### What the task requires
Among the lines of the records below, count those with the word "yolu". Reply with that number alone.

(Saved entries)
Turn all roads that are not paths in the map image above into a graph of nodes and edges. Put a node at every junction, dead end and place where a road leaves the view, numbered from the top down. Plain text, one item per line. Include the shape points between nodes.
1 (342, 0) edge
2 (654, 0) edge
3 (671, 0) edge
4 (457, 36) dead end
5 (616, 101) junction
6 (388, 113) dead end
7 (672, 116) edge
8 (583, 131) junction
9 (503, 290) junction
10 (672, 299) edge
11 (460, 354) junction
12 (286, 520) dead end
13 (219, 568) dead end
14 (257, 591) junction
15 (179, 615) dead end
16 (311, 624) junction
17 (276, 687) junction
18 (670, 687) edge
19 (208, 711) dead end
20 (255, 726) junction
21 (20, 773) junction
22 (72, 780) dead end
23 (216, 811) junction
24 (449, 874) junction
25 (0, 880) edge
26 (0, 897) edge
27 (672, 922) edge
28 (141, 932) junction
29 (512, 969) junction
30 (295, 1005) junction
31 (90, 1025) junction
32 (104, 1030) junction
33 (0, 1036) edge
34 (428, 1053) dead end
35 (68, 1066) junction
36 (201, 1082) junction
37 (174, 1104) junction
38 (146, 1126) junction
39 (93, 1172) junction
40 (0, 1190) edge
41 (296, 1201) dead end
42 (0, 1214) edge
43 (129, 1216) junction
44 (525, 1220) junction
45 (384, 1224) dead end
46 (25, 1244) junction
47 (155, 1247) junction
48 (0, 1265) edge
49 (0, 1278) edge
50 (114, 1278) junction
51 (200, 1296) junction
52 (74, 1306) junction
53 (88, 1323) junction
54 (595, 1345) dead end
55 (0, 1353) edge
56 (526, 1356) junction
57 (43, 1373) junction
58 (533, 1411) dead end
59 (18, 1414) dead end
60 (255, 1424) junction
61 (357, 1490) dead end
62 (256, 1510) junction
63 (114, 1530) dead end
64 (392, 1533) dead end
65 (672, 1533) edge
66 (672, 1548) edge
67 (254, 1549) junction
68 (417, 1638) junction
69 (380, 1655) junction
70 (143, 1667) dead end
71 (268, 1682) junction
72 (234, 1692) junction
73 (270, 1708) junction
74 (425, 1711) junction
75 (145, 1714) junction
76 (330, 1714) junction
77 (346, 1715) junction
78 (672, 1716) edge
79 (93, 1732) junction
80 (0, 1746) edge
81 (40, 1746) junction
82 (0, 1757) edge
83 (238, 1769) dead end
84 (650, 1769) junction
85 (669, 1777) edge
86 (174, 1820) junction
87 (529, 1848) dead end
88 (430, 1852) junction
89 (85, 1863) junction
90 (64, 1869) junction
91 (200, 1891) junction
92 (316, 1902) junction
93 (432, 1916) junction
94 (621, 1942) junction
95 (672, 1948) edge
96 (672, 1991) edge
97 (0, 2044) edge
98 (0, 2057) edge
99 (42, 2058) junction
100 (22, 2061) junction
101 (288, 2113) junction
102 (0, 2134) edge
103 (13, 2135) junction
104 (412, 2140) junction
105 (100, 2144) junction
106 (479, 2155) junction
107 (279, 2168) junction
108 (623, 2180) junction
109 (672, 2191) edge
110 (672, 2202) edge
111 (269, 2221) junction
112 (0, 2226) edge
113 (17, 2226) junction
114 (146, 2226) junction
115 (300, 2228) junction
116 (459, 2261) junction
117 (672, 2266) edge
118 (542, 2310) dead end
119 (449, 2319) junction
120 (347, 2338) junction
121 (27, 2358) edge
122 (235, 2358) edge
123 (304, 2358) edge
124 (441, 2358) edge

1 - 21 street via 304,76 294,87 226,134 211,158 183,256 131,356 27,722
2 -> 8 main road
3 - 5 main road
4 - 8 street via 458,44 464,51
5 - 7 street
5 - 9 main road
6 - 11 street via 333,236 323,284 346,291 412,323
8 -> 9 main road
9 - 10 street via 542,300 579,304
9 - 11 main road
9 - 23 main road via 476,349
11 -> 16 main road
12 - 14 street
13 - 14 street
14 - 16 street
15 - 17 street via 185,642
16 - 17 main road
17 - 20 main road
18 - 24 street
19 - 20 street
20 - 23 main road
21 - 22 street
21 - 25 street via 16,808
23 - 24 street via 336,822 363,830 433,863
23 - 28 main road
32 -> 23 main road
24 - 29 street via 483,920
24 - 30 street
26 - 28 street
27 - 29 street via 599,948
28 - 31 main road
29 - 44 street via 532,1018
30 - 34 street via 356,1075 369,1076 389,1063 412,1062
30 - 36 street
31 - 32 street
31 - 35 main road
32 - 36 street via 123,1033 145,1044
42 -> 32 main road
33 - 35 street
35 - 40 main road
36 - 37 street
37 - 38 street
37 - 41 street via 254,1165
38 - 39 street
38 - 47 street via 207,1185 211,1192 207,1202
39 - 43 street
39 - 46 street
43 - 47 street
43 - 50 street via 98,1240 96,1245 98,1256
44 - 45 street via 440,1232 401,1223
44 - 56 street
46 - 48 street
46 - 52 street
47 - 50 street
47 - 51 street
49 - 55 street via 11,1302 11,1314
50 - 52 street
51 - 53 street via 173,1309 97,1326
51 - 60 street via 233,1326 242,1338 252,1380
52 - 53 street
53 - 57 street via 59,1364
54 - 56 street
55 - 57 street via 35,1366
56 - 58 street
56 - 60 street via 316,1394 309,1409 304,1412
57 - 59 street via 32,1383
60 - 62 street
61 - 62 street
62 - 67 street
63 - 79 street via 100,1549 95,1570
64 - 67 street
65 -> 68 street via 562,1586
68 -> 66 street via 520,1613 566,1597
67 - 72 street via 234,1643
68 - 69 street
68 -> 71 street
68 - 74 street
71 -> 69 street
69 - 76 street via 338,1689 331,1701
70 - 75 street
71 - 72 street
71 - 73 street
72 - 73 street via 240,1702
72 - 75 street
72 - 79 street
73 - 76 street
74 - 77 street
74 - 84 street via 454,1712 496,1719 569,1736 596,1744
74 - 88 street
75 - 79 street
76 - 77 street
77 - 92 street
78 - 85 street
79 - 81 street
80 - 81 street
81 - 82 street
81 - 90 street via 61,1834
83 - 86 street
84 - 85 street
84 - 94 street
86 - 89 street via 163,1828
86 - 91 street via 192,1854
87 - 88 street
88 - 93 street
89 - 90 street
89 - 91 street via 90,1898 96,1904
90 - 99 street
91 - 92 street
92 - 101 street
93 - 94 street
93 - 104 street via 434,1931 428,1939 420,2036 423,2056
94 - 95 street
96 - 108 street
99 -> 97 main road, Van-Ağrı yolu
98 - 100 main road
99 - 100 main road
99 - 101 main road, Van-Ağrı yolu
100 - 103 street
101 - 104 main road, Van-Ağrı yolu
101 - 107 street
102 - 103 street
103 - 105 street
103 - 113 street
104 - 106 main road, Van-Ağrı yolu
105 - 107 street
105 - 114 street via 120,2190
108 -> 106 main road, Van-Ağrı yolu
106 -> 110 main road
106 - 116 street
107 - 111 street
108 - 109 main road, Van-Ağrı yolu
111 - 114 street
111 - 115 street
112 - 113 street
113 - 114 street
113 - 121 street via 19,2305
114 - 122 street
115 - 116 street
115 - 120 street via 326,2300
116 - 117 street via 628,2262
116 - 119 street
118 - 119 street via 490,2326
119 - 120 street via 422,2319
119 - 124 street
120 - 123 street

### Response below
6